In a fantasy setting I think it depends on several things. Are you willing to never come back to the area.  Do you mind having a possible price on your head. How does the rest of the party feel about it. 

I think running is usually a poor choice unless you know that the law is corrupt and you don't stand a chance of being treated fairly.


----------



## Crothian (Mar 8, 2012)

Janx said:


> America was founded on the principal that we don't tolerate wrongful searches, siezures, detentions and arrests.  It's actually mind-boggling to see that we've now moved to "if he ran, he must be guilty" when our cultural background says "if he ran, it's because the authorities were wrong!"




I don't think that was ever the case.  

I would not run because I'd get caught.  I don't have a place that to hide out that they couldn't find.  They'd talk to my friends and family and they would soon learn my tendencies.  I don't have enough fast cash hidden away to get me out of here unnoticed.


----------



## frankthedm (Mar 8, 2012)

Janx said:


> The situation:
> you've been falsely accused of a crime.  The cops have just shown up to arrest you.  Should you stay or run for it?

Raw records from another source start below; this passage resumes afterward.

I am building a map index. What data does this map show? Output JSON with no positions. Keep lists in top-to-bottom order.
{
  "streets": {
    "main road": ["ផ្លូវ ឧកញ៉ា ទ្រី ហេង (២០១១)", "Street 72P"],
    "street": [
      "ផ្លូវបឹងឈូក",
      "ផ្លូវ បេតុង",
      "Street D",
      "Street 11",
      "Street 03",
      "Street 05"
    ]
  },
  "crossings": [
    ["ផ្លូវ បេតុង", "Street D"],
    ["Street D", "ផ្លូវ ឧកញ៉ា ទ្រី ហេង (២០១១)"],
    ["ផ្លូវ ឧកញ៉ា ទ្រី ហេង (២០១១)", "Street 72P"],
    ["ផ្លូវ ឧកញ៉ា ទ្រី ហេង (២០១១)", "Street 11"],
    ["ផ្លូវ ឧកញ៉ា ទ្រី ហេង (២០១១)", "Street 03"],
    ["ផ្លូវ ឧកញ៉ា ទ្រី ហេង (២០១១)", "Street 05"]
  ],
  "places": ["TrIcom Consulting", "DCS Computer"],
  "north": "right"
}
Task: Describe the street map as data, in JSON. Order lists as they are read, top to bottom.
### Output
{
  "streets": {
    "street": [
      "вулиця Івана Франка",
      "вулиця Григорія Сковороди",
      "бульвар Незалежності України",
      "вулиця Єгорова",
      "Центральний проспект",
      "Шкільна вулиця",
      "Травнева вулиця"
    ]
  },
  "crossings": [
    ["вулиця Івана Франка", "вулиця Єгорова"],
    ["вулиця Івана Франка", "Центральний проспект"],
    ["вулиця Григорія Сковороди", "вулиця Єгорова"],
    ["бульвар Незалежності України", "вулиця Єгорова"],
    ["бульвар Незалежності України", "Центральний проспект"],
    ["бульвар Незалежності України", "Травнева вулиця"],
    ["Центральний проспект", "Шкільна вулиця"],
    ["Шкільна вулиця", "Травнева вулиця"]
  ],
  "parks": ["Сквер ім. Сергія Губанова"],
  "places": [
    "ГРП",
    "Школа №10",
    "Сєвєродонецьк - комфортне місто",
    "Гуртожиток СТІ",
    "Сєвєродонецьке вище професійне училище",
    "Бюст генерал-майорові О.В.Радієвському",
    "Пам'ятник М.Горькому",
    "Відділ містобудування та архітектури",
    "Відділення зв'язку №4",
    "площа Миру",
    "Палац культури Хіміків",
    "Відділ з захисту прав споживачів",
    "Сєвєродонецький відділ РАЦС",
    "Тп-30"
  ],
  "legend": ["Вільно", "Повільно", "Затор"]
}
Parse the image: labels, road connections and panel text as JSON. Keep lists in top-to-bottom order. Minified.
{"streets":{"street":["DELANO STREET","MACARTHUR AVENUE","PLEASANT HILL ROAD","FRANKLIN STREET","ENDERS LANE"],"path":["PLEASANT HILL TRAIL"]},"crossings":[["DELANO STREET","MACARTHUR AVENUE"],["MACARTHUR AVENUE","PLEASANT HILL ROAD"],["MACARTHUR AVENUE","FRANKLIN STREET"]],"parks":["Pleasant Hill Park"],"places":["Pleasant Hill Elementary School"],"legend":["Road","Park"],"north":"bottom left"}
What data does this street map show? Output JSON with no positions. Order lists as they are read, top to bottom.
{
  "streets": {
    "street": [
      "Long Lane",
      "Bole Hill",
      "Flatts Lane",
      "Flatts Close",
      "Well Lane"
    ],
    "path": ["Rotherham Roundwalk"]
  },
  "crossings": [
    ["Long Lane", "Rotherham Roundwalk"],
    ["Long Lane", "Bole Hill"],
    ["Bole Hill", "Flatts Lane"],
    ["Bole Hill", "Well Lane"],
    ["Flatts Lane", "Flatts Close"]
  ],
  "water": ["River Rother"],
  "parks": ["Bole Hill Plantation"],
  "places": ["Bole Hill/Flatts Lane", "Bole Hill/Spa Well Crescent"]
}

Stay and fight if they don't have a warrant.


----------



## delericho (Mar 8, 2012)

Janx said:


> A new topic, ripped straight from the forums.
> 
> The situation:
> you've been falsely accused of a crime.  The cops have just shown up to arrest you.  Should you stay or run for it?
> ...




In real life, you have to stay, hard as that may be. Running makes you look guilty, and also cuts you off from any and all mechanisms that might be able to help you.

In an RPG, it really depends on the setting. But in most cases my character would run - the game is almost always more fun that way.


----------



## Umbran (Mar 8, 2012)

Janx said:


> America was founded on the principal that we don't tolerate wrongful searches, siezures, detentions and arrests.




Note that "wrongful arrest" is not "I'm not guilty".  It is "I'm not guilty, and you darned well knew it!"  Same for searches and seizures.  

Here's the thing: you want to run if you are accused, but you know you are innocent.  So, what you really want is for them to _only arrest the guilty_, right?  How is that possible?  That means they'd have to actually determine guilt or innocence before arrest, _in absentia_.  So, the accused would not be present for trial, and would have no opportunity to defend themselves.

Does that sound like a good idea?  I didn't think so.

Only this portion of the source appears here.